I tried an energy approach and got an expression for h as follows:
h=(2*3536)/(I*omega^2) where I was moment of inertia...i think i messed up in the friction part though. Any advice?

2) A large turntable rotates about a fixed vertical axis, making one revolution in a time of 5.90s. The moment of inertia of the turntable about this axis is 1250kg*m^2 . A child with a mass of 45.0kg, initially standing at the center of the turntable, runs out along a radius.

Part A) What is the angular speed of the turntable when the child is a distance of 2.40m from the center? (Assume that you can treat the child as a particle.)

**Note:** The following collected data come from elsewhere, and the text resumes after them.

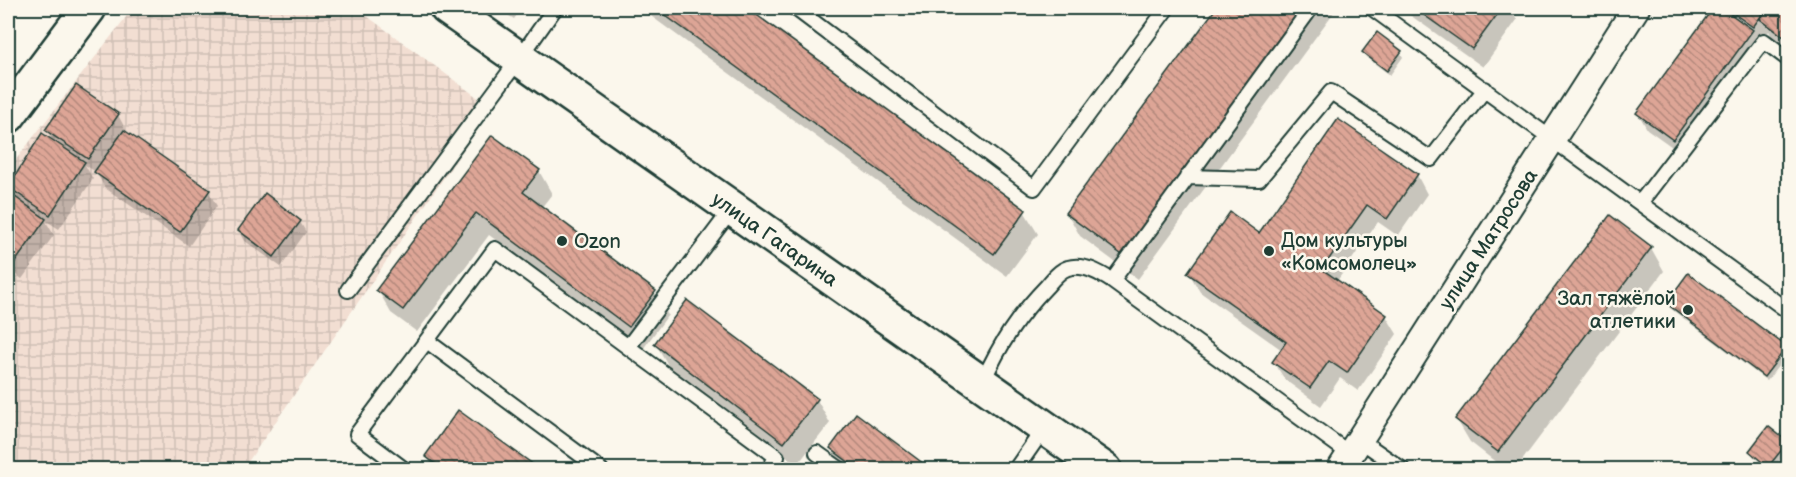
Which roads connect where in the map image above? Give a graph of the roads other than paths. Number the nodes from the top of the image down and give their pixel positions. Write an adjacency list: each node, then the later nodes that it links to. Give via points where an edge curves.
1 (89, 8): 12 (main road)
2 (447, 8): 9 (main road, улица Гагарина)
3 (555, 8): 9 (lane)
4 (795, 8): 5 (lane, via 1034,188)
5 (1167, 8)
6 (1311, 8): 14 (lane)
7 (1372, 8): 11 (lane)
8 (1636, 8): 13 (street, улица Матросова)
9 (519, 59): 16 (main road, улица Гагарина); 18 (lane)
10 (1788, 59): 15 (lane, via 1764,41)
11 (1485, 89): 13 (lane); 14 (lane, via 1431,159 1331,92 1259,179)
12 (8, 114)
13 (1552, 138): 15 (lane); 25 (street, улица Матросова)
14 (1187, 177): 17 (lane)
15 (1640, 203): 19 (lane)
16 (732, 209): 21 (lane); 22 (main road, улица Гагарина)
17 (1112, 281): 22 (lane, via 1081,267 1067,268 1016,321); 25 (lane)
18 (348, 290)
19 (1788, 311)
20 (427, 341): 21 (lane, via 495,249); 26 (lane, via 357,434); 27 (lane)
21 (628, 347): 28 (lane, via 777,457)
22 (982, 383): 23 (main road, улица Гагарина)
23 (1045, 427): 30 (lane); 31 (main road, улица Гагарина)
24 (818, 453): 29 (lane)
25 (1350, 454): 32 (lane)
26 (405, 470)
27 (601, 470)
28 (768, 470)
29 (841, 470)
30 (1015, 470)
31 (1105, 470)
32 (1403, 470)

No idea where to even being on this one.

 

[Pyrrhus]

Well down hill the wheel has both translational and rotational kinetic energy, and when is going to a height h it only has gravitational potential energy. Your expression seems incomplete for A.

 

[cukitas2001]

How can i take into account both translational and rotational values then? btw i figured out 2 so just focusing on 1 now

I had forgotten to take into account frictional work done so i came up with a new expression for h: (.800(393/9.81)*(.645^2)*(27.6^2)+3536)/(2*393)
this gives me a height of 17.4 m, does this seem right?

 

[Pyrrhus]

Well write out the equation

\Omega_{gravity} = K_{tras} + K_{rot}

mgh = \frac{1}{2}mv^{2} + \frac{1}{2}I_{cm}\omega^{2}

 

[cukitas2001]

Well write out the equation

\Omega_{gravity} = K_{tras} + K_{rot}

mgh = \frac{1}{2}mv^{2} + \frac{1}{2}I_{cm}\omega^{2}

What aobut the fricitonal work of 3536 J ?

 

[Pyrrhus]

Oh didn't notice, yes it has to be added, because it does work on the wheel.

 

[cukitas2001]

ok so I am using:

h=(.5*40.1*(17.8^2)+.5*.8*40.1*(.645^2)*(27.6^2)+3536)/393

where 40.1 is the mass 40.1kg of the wheel weighing 393N and 17.8 is the translational velocity using the relation v=r*omega. I'm getting 38.1m but it doenst seem right though...was i supposed to subtract the friction work?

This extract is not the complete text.